Every line of the data that contains the string "label" must be copied.
====== Data for this exercise ======
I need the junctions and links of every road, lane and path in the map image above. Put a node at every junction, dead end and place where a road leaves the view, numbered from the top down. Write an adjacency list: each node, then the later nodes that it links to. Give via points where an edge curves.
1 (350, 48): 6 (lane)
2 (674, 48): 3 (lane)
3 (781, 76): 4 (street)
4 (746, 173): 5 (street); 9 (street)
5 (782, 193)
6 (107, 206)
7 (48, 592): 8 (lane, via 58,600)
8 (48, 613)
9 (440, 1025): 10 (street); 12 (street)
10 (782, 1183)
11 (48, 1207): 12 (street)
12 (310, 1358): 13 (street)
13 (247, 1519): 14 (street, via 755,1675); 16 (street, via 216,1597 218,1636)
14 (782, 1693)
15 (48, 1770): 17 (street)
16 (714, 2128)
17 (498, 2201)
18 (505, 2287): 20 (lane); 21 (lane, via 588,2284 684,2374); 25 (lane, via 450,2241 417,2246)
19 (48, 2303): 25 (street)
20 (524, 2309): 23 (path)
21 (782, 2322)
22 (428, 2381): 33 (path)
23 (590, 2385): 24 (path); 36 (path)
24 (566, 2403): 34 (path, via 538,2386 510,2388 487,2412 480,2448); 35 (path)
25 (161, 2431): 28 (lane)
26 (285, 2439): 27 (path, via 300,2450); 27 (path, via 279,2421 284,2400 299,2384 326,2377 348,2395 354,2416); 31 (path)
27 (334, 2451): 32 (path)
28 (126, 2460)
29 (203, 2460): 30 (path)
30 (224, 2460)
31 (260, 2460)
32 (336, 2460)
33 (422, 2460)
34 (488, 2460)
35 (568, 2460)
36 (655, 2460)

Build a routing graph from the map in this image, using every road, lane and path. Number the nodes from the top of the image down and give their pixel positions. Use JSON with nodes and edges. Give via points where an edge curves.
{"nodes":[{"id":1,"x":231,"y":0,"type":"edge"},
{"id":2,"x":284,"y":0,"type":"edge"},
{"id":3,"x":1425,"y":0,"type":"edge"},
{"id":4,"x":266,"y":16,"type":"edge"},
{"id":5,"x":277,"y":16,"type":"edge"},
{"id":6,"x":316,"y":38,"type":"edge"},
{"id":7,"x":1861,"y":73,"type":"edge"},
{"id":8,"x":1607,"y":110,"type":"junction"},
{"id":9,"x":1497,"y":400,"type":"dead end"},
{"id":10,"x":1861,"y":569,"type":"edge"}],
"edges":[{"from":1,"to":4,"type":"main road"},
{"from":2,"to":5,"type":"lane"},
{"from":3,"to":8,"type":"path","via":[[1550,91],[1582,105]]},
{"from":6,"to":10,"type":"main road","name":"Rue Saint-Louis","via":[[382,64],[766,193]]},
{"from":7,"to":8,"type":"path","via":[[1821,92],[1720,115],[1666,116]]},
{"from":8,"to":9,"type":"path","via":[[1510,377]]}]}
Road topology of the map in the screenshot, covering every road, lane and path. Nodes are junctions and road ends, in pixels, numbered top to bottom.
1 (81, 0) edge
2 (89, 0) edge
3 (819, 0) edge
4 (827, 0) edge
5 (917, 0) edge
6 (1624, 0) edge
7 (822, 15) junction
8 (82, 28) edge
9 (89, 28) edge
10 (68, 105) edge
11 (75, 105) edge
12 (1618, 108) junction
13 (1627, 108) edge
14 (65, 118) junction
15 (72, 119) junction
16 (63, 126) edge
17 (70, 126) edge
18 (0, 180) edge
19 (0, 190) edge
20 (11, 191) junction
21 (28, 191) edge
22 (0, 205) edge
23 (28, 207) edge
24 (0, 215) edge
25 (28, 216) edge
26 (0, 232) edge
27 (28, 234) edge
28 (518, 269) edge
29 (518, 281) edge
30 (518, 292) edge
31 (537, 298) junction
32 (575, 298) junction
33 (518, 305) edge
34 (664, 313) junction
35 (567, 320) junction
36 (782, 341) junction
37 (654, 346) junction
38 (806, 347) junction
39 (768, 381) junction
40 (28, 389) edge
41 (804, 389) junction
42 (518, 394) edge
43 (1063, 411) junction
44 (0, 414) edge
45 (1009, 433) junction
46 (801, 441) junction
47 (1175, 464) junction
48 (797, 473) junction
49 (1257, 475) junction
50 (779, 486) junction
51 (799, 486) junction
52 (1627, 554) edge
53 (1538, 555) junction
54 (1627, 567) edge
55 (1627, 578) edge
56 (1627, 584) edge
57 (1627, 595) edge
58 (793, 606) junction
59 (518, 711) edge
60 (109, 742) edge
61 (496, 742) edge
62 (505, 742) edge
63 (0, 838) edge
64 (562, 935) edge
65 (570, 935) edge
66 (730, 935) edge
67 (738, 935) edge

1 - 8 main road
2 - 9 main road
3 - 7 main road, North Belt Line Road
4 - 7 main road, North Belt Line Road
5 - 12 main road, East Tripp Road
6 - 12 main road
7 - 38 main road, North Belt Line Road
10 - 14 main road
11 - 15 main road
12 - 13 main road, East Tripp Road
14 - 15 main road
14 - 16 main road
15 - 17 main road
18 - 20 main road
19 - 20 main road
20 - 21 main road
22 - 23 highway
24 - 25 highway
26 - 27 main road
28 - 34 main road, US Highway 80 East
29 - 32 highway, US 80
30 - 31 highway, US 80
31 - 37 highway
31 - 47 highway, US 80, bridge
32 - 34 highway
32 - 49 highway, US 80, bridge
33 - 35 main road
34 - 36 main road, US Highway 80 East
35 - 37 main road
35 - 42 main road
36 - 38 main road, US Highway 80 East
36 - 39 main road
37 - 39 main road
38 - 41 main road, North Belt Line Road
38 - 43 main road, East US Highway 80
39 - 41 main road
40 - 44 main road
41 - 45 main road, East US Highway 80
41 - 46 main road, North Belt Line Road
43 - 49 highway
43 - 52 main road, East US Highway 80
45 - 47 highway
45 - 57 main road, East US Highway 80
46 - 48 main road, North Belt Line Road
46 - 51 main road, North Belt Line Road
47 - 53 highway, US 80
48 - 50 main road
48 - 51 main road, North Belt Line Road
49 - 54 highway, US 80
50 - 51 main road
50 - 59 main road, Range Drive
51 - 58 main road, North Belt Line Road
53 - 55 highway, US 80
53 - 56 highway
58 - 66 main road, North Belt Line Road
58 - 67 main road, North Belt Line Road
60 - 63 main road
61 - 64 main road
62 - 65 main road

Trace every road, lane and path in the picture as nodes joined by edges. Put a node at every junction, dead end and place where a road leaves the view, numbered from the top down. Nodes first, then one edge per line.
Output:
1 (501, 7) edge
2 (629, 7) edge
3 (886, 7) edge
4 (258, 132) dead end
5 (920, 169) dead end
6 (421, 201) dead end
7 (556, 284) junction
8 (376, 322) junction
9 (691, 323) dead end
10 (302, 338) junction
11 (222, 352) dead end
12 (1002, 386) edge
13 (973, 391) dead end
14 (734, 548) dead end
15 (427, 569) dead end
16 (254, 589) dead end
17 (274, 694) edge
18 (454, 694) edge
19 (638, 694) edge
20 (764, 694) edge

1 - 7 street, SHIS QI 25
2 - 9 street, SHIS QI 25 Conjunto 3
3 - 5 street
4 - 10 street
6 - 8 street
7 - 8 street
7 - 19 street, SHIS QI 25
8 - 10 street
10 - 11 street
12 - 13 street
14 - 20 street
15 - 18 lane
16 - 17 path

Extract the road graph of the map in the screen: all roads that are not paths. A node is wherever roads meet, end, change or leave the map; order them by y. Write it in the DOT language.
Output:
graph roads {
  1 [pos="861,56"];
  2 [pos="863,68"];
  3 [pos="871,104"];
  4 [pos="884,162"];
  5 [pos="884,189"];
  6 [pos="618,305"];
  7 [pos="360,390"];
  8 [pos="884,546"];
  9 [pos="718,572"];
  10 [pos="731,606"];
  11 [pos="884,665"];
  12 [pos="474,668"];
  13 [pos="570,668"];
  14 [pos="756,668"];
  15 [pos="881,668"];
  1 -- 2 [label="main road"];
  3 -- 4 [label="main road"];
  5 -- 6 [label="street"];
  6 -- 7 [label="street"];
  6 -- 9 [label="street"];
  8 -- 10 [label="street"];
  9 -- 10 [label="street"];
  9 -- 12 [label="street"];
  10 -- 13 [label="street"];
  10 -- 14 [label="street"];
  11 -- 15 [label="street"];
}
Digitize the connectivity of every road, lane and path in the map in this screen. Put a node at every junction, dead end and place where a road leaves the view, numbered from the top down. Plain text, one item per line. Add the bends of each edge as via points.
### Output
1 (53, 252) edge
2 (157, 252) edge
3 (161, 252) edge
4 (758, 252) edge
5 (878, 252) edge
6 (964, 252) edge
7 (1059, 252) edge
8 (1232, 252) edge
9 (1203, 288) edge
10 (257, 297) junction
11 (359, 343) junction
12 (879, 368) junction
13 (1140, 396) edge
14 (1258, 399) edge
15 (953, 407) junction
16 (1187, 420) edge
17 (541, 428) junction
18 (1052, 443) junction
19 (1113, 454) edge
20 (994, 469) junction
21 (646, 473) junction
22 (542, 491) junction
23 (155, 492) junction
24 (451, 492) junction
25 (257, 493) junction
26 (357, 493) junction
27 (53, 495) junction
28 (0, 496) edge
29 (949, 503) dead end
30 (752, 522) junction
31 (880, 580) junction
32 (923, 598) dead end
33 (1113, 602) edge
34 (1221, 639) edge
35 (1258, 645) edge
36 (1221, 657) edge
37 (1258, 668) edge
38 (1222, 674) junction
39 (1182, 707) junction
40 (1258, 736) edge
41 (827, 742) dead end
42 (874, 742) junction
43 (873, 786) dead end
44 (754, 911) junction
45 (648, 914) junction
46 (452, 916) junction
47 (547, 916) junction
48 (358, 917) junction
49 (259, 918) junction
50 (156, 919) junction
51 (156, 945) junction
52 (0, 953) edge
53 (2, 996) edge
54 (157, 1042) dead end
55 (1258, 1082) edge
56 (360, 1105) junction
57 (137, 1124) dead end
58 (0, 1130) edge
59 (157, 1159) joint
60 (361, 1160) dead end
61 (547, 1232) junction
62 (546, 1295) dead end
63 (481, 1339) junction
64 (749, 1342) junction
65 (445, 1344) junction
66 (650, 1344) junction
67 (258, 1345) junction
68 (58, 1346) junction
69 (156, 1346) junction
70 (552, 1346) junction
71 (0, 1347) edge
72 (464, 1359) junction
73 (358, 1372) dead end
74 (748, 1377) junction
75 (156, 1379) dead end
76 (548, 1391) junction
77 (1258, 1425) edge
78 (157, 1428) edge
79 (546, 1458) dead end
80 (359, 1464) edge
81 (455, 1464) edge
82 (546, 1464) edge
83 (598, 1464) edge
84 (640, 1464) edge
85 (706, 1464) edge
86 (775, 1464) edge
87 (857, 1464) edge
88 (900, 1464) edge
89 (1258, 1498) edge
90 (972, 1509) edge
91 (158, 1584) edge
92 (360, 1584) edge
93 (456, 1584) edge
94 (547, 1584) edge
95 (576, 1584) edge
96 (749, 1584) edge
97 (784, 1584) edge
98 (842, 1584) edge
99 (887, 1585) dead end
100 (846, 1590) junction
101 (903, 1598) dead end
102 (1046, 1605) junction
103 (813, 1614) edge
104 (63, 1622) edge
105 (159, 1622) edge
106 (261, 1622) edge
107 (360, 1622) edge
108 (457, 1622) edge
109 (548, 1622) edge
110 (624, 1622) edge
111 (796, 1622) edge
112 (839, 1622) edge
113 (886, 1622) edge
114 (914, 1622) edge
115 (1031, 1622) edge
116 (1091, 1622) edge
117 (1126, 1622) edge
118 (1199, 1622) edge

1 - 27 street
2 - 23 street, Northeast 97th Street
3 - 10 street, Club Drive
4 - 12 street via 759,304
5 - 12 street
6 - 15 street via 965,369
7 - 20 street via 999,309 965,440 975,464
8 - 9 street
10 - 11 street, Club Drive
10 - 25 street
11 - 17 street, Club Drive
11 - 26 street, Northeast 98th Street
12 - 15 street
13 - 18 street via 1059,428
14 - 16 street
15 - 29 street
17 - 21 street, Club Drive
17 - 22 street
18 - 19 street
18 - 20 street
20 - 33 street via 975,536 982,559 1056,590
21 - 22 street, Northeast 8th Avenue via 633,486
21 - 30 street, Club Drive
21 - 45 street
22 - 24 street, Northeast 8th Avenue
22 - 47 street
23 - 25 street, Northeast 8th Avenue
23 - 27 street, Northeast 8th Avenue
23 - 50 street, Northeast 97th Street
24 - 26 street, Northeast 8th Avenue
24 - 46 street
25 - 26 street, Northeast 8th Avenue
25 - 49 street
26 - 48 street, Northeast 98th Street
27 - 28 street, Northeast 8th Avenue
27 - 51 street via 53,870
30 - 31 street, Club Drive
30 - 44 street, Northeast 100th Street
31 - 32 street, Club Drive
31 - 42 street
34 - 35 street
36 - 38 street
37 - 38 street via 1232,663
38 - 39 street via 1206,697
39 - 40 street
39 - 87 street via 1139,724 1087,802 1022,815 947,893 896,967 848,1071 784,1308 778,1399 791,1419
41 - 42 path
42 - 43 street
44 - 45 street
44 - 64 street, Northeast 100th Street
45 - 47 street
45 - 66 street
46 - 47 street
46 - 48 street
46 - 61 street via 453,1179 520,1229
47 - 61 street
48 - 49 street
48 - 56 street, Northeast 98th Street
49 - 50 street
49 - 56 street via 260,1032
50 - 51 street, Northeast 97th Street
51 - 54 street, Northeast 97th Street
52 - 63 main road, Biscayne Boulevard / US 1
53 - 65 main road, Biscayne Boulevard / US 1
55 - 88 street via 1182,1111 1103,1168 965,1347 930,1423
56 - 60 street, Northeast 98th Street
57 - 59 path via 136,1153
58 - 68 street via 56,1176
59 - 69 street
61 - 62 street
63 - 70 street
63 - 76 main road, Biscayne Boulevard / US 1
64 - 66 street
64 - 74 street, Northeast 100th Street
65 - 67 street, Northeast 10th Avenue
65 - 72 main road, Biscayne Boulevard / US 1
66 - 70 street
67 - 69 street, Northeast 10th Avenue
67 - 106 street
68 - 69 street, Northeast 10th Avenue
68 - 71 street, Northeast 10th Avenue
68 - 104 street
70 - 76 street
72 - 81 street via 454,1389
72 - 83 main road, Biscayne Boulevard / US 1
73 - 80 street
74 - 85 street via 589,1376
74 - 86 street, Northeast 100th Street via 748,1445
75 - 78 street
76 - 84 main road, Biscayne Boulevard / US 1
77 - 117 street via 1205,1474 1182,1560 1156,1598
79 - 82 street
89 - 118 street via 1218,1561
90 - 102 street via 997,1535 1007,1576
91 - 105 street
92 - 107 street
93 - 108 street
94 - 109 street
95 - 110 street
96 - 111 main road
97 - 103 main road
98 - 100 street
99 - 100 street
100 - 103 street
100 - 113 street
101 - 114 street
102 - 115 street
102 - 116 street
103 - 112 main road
======
> _Response to this task_
  1 -- 2 [label="main road"];
  3 -- 4 [label="main road"];
  5 -- 6 [label="street"];
  6 -- 7 [label="street"];
  6 -- 9 [label="street"];
  8 -- 10 [label="street"];
  9 -- 10 [label="street"];
  9 -- 12 [label="street"];
  10 -- 13 [label="street"];
  10 -- 14 [label="street"];
  11 -- 15 [label="street"];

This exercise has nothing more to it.